Leadership For The Future

16/03/2015

As a leader are you creating a sense of purpose?

Making sure your staff understand the purpose of your organisation is crucial to getting them to stay, according to a Gallup poll at the end of last year.

So, how do you create a sense of purpose in your organisation? Here are five things you can do to create that sense of purpose in your organisations and teams.

  1. Keep it simple

Having a straight-forward goal and purpose is important.   Jim Collin’s idea of a Big Hairy Audacious Goal (BHAG) is well-known and helps focus on what is important.  Just to give you an idea of a BHAG here are two practical examples.   Here is Amazon’s BHAG “Our vision is to be earth’s most customer centric company; to build a place where people can come to find and discover anything they might want to buy online”.  Everything they do from making the on-line experience one simple “click” through to their policy on returns keeps you coming back as a customer.   Google also has a straight-forward mission statement too – “To organise the world’s information and make it universally accessible and useful’.   Both mission statements and goals s are succinct.

  1. Create a great working environment

It sounds obvious,  but if your staff are in a suffocating workplace environment, rather than a comfortable work place with ambient temperatures and good desk space, then it can leave them feeling lethargic and not giving their best.   Their focus, and their conversations with colleagues, is likely to be about their uncomfortable conditions rather than what they want to and can achieve for the organisation.

  1. Engage and be accountable

Getting your staff excited about purpose is one thing but delivering it is quite another.  Organisations with good opportunities for staff to contribute their ideas and share their views constructively are more accountable and means that any radical change you need to adopt to achieve your mission is more likely to be accepted.

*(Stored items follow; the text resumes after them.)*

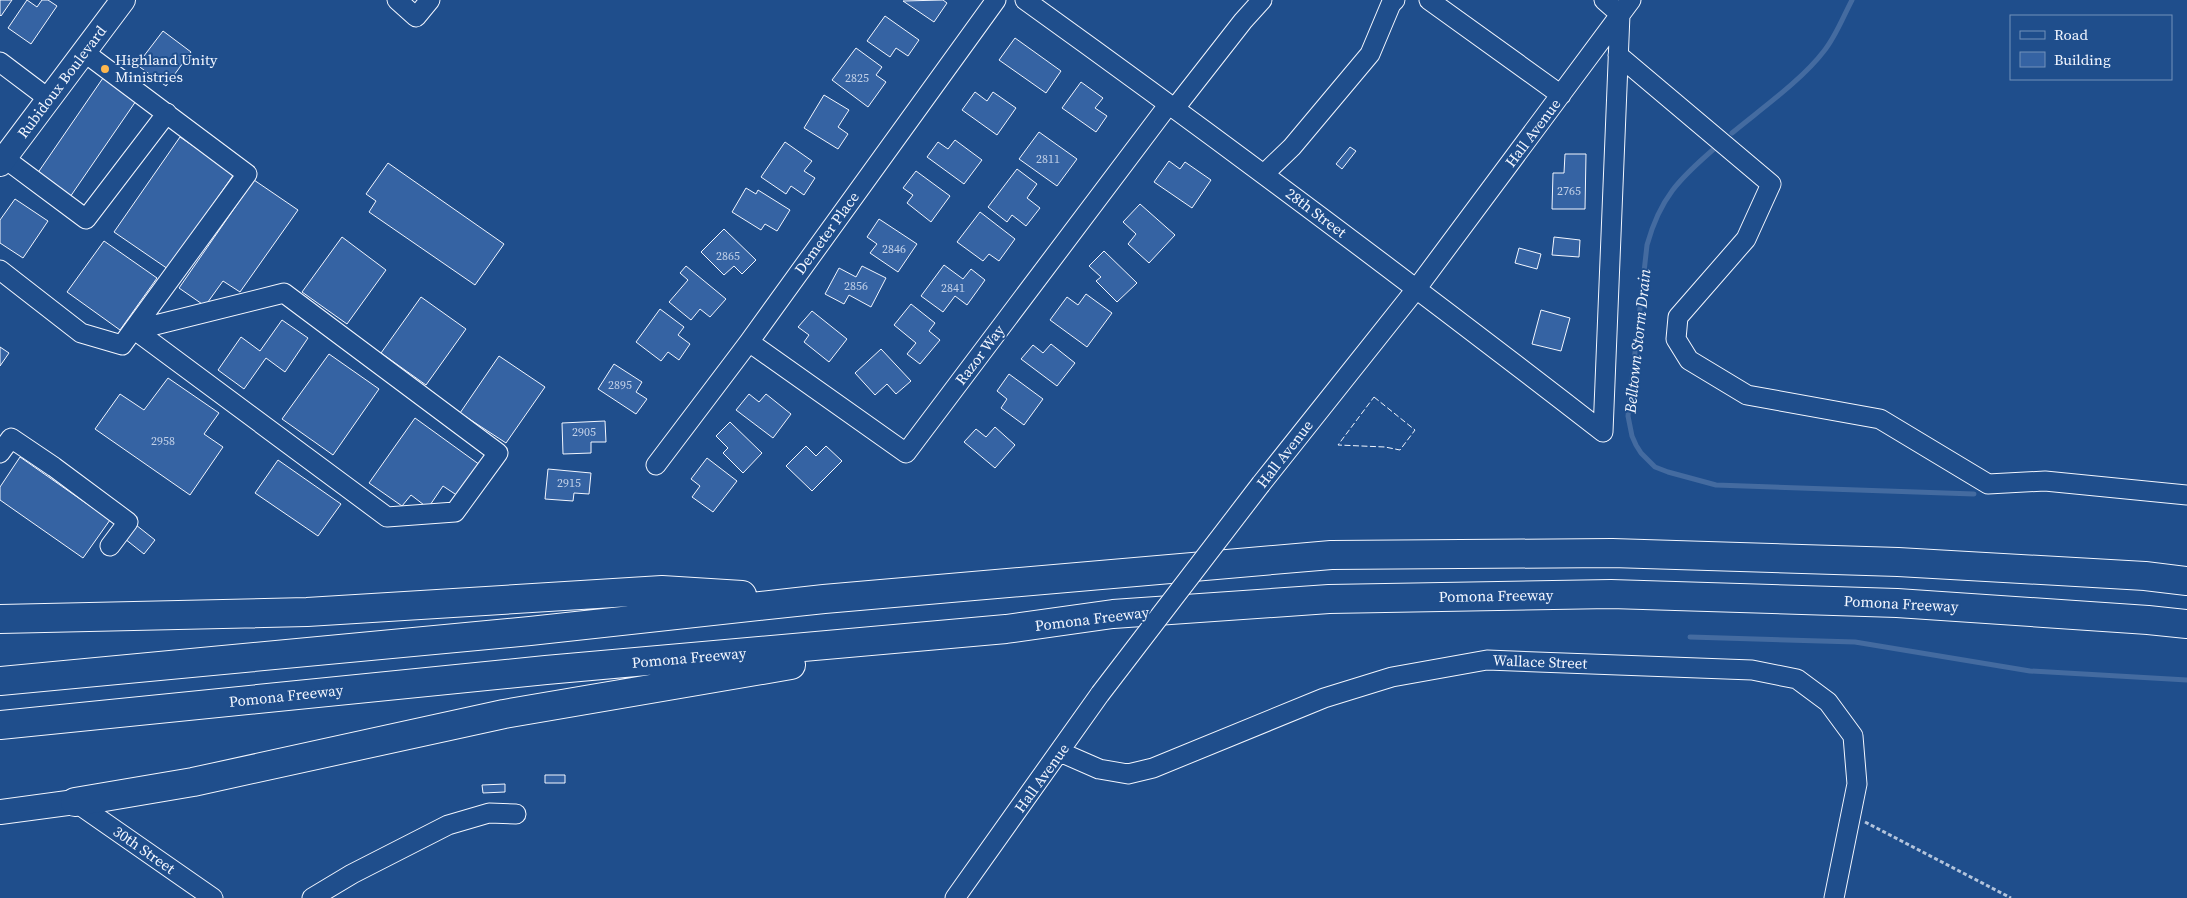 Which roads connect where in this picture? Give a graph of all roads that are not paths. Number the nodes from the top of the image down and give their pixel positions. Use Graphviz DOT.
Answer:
graph roads {
  1 [pos="123,0"];
  2 [pos="397,0"];
  3 [pos="430,0"];
  4 [pos="996,0"];
  5 [pos="1025,0"];
  6 [pos="1262,0"];
  7 [pos="1395,0"];
  8 [pos="1430,0"];
  9 [pos="1604,0"];
  10 [pos="1626,7"];
  11 [pos="84,52"];
  12 [pos="1618,55"];
  13 [pos="0,62"];
  14 [pos="1561,95"];
  15 [pos="49,99"];
  16 [pos="1172,106"];
  17 [pos="167,113"];
  18 [pos="2,161"];
  19 [pos="1264,174"];
  20 [pos="0,270"];
  21 [pos="1417,288"];
  22 [pos="135,330"];
  23 [pos="749,342"];
  24 [pos="0,453"];
  25 [pos="656,465"];
  26 [pos="2187,495"];
  27 [pos="110,546"];
  28 [pos="2187,581"];
  29 [pos="824,600"];
  30 [pos="0,619"];
  31 [pos="2187,624"];
  32 [pos="1006,629"];
  33 [pos="0,681"];
  34 [pos="0,725"];
  35 [pos="1060,752"];
  36 [pos="76,802"];
  37 [pos="0,812"];
  38 [pos="516,814"];
  39 [pos="213,898"];
  40 [pos="312,898"];
  41 [pos="955,898"];
  42 [pos="1834,898"];
  1 -- 11 [label="main road, Rubidoux Boulevard"];
  2 -- 3 [label="street"];
  4 -- 23 [label="street, Demeter Place"];
  5 -- 16 [label="street, 28th Street"];
  6 -- 16 [label="street"];
  7 -- 19 [label="street"];
  8 -- 14 [label="street"];
  9 -- 10 [label="street"];
  10 -- 12 [label="street"];
  10 -- 14 [label="street, Hall Avenue"];
  11 -- 15 [label="main road, Rubidoux Boulevard"];
  11 -- 17 [label="street"];
  12 -- 21 [label="street, 28th Street"];
  12 -- 26 [label="street"];
  13 -- 15 [label="street"];
  14 -- 21 [label="street, Hall Avenue"];
  15 -- 18 [label="main road, Rubidoux Boulevard"];
  16 -- 19 [label="street, 28th Street"];
  16 -- 23 [label="street, Razor Way"];
  17 -- 18 [label="street"];
  17 -- 22 [label="street"];
  19 -- 21 [label="street, 28th Street"];
  20 -- 22 [label="street"];
  21 -- 35 [label="street, Hall Avenue, bridge"];
  22 -- 22 [label="street"];
  23 -- 25 [label="street, Demeter Place"];
  24 -- 27 [label="street"];
  28 -- 29 [label="highway"];
  29 -- 30 [label="highway"];
  29 -- 33 [label="highway"];
  31 -- 32 [label="highway, Pomona Freeway"];
  32 -- 34 [label="highway, Pomona Freeway"];
  32 -- 36 [label="highway"];
  35 -- 41 [label="street, Hall Avenue"];
  35 -- 42 [label="street, Wallace Street"];
  36 -- 37 [label="main road"];
  36 -- 39 [label="street, 30th Street"];
  38 -- 40 [label="street"];
} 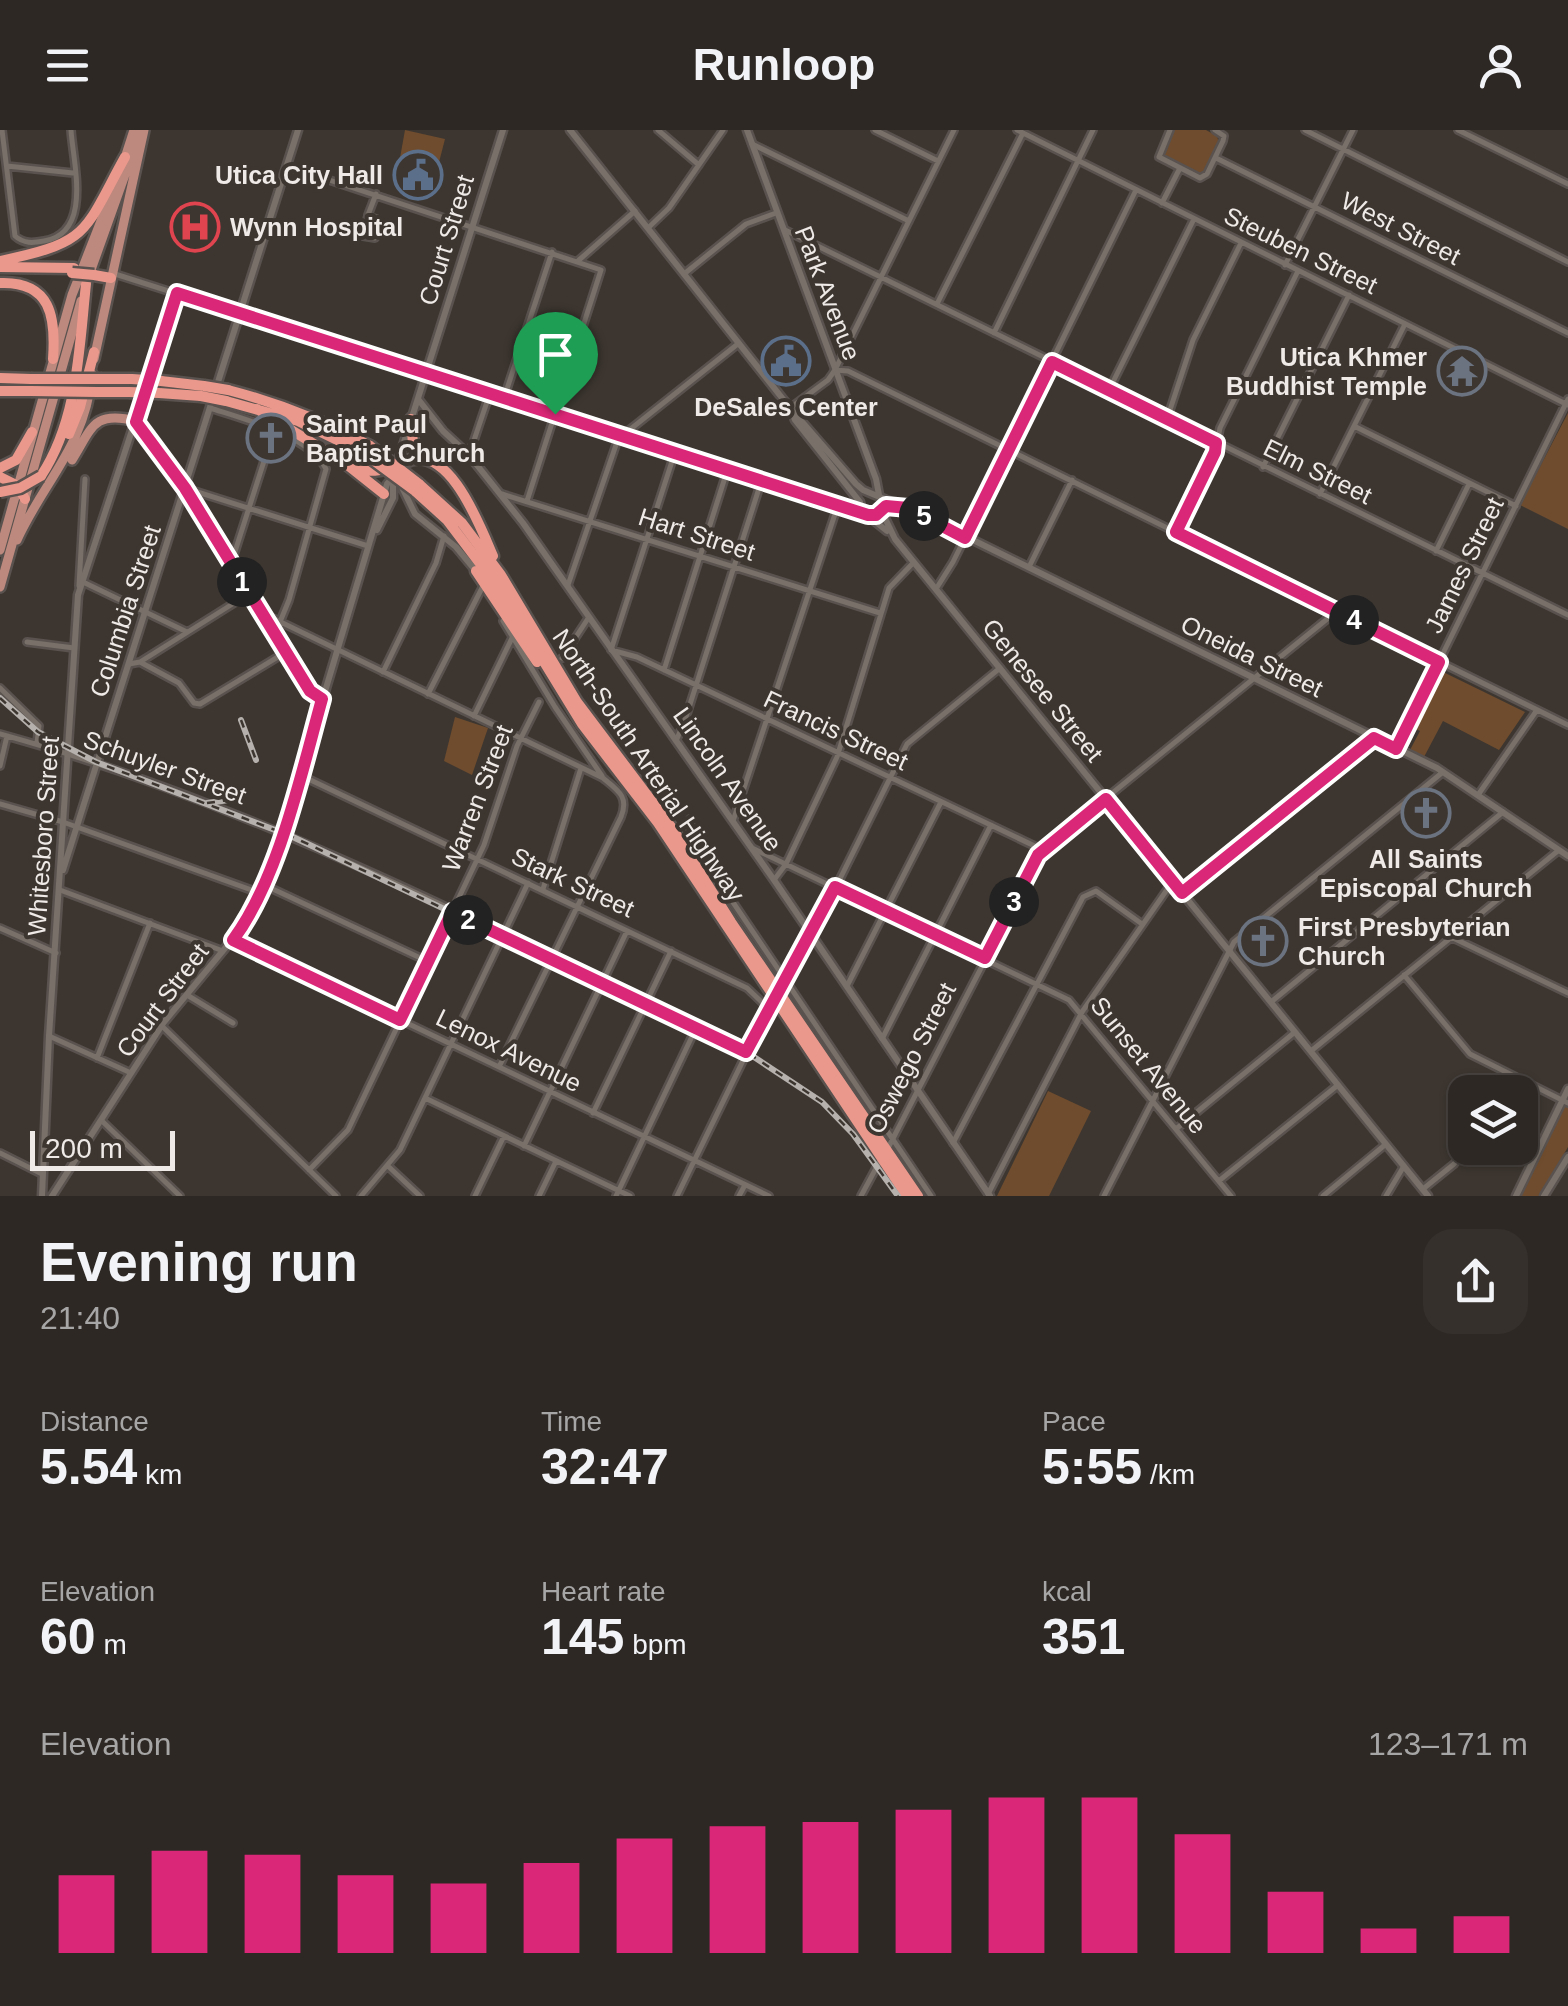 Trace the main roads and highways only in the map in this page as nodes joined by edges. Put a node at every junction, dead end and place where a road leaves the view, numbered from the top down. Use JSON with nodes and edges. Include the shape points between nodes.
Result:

It is also important that the leaders are visible and communicating regularly with their staff.

  1. Be confident . . . but humble

According to the London Business School, the best performing companies all have an air of confidence, but this is something easier said than done.  Staff will follow leaders who are confident, or even have an air of confidence, but not those who are arrogant.

Jim Collins who wrote “Good to Great” tells the story of Darwin F Smith who took over Kimberly Clark, which back in the 1970’s was a “stodgy old paper company”.  Smith was a mild-mannered in-house lawyer and was made Chief Executive which some thought was an odd choice.  He remained Chief Executive for 20 years and in that period he transformed the company into a leading paper-based products company beating rivals such as Procter and Gamble.  Smith was described as a man who carried no airs of self-importance.

  1. Be prepared for an endurance test

There has been much written about “resilience” whether on an individual or organisational level.

When things are going well and your mission and strategy is working then all is well with the world.   Yes, it important to take advice where the strategy and plans need to change, but also be prepared to be purposeful about pushing through things that are key to the success of the organisation.